[[ Entries supplied, beginning ]]

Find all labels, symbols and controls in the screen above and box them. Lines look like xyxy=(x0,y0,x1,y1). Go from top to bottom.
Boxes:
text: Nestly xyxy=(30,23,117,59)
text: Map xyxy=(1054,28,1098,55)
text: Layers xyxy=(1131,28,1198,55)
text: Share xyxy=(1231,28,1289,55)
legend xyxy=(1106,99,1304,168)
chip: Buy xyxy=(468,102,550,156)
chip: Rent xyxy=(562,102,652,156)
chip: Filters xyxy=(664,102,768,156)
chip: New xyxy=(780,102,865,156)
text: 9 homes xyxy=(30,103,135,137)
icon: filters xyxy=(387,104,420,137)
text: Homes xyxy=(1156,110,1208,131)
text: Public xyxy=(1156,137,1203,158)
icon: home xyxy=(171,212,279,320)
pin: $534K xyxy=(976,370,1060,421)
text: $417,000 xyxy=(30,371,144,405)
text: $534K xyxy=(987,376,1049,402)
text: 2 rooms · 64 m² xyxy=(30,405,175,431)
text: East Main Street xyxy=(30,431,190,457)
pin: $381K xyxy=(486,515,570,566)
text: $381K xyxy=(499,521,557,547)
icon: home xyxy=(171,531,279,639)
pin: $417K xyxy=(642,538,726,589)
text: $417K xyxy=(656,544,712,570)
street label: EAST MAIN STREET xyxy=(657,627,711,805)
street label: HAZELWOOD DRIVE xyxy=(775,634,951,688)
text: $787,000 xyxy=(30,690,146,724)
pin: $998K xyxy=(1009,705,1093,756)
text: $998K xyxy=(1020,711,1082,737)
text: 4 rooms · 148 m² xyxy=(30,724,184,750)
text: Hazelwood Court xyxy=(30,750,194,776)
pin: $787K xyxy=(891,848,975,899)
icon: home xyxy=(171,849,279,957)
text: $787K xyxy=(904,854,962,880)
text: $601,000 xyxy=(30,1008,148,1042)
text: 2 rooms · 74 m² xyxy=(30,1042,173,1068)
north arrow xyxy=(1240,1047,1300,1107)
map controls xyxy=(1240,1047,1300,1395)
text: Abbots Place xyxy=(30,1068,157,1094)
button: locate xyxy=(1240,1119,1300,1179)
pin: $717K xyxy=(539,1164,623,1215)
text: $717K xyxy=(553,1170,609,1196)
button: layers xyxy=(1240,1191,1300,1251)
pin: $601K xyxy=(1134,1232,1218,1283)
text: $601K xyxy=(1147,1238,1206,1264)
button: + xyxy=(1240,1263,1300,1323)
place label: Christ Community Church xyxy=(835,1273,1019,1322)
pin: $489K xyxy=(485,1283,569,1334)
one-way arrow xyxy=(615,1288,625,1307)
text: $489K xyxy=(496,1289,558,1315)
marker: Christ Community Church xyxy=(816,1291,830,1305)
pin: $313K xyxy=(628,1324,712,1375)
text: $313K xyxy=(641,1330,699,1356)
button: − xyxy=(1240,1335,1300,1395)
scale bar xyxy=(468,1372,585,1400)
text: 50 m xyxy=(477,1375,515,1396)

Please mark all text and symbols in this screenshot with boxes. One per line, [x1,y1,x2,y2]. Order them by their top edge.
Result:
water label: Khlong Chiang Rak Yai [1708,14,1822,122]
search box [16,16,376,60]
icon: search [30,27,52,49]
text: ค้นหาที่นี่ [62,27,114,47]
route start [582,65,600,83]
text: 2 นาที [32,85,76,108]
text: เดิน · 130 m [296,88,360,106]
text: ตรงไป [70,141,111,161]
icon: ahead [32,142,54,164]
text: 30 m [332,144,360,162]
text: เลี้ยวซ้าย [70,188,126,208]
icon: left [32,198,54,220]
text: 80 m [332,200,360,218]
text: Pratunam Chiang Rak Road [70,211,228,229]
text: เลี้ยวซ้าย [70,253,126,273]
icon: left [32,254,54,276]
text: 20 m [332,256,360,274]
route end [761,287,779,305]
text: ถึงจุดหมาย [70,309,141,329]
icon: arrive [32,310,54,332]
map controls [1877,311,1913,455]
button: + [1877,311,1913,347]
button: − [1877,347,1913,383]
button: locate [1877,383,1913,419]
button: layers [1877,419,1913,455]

[[ Entries supplied, end ]]

Task description => Each record must be reproduced exactly, with nothing missing.

Exercise response =>
Find all labels, symbols and controls in the screen above and box them. Lines look like xyxy=(x0,y0,x1,y1). Go from top to bottom.
Boxes:
text: Nestly xyxy=(30,23,117,59)
text: Map xyxy=(1054,28,1098,55)
text: Layers xyxy=(1131,28,1198,55)
text: Share xyxy=(1231,28,1289,55)
legend xyxy=(1106,99,1304,168)
chip: Buy xyxy=(468,102,550,156)
chip: Rent xyxy=(562,102,652,156)
chip: Filters xyxy=(664,102,768,156)
chip: New xyxy=(780,102,865,156)
text: 9 homes xyxy=(30,103,135,137)
icon: filters xyxy=(387,104,420,137)
text: Homes xyxy=(1156,110,1208,131)
text: Public xyxy=(1156,137,1203,158)
icon: home xyxy=(171,212,279,320)
pin: $534K xyxy=(976,370,1060,421)
text: $417,000 xyxy=(30,371,144,405)
text: $534K xyxy=(987,376,1049,402)
text: 2 rooms · 64 m² xyxy=(30,405,175,431)
text: East Main Street xyxy=(30,431,190,457)
pin: $381K xyxy=(486,515,570,566)
text: $381K xyxy=(499,521,557,547)
icon: home xyxy=(171,531,279,639)
pin: $417K xyxy=(642,538,726,589)
text: $417K xyxy=(656,544,712,570)
street label: EAST MAIN STREET xyxy=(657,627,711,805)
street label: HAZELWOOD DRIVE xyxy=(775,634,951,688)
text: $787,000 xyxy=(30,690,146,724)
pin: $998K xyxy=(1009,705,1093,756)
text: $998K xyxy=(1020,711,1082,737)
text: 4 rooms · 148 m² xyxy=(30,724,184,750)
text: Hazelwood Court xyxy=(30,750,194,776)
pin: $787K xyxy=(891,848,975,899)
icon: home xyxy=(171,849,279,957)
text: $787K xyxy=(904,854,962,880)
text: $601,000 xyxy=(30,1008,148,1042)
text: 2 rooms · 74 m² xyxy=(30,1042,173,1068)
north arrow xyxy=(1240,1047,1300,1107)
map controls xyxy=(1240,1047,1300,1395)
text: Abbots Place xyxy=(30,1068,157,1094)
button: locate xyxy=(1240,1119,1300,1179)
pin: $717K xyxy=(539,1164,623,1215)
text: $717K xyxy=(553,1170,609,1196)
button: layers xyxy=(1240,1191,1300,1251)
pin: $601K xyxy=(1134,1232,1218,1283)
text: $601K xyxy=(1147,1238,1206,1264)
button: + xyxy=(1240,1263,1300,1323)
place label: Christ Community Church xyxy=(835,1273,1019,1322)
pin: $489K xyxy=(485,1283,569,1334)
one-way arrow xyxy=(615,1288,625,1307)
text: $489K xyxy=(496,1289,558,1315)
marker: Christ Community Church xyxy=(816,1291,830,1305)
pin: $313K xyxy=(628,1324,712,1375)
text: $313K xyxy=(641,1330,699,1356)
button: − xyxy=(1240,1335,1300,1395)
scale bar xyxy=(468,1372,585,1400)
text: 50 m xyxy=(477,1375,515,1396)

Please mark all text and symbols in this screenshot with boxes. One per line, [x1,y1,x2,y2]. Order them by their top edge.
Result:
water label: Khlong Chiang Rak Yai [1708,14,1822,122]
search box [16,16,376,60]
icon: search [30,27,52,49]
text: ค้นหาที่นี่ [62,27,114,47]
route start [582,65,600,83]
text: 2 นาที [32,85,76,108]
text: เดิน · 130 m [296,88,360,106]
text: ตรงไป [70,141,111,161]
icon: ahead [32,142,54,164]
text: 30 m [332,144,360,162]
text: เลี้ยวซ้าย [70,188,126,208]
icon: left [32,198,54,220]
text: 80 m [332,200,360,218]
text: Pratunam Chiang Rak Road [70,211,228,229]
text: เลี้ยวซ้าย [70,253,126,273]
icon: left [32,254,54,276]
text: 20 m [332,256,360,274]
route end [761,287,779,305]
text: ถึงจุดหมาย [70,309,141,329]
icon: arrive [32,310,54,332]
map controls [1877,311,1913,455]
button: + [1877,311,1913,347]
button: − [1877,347,1913,383]
button: locate [1877,383,1913,419]
button: layers [1877,419,1913,455]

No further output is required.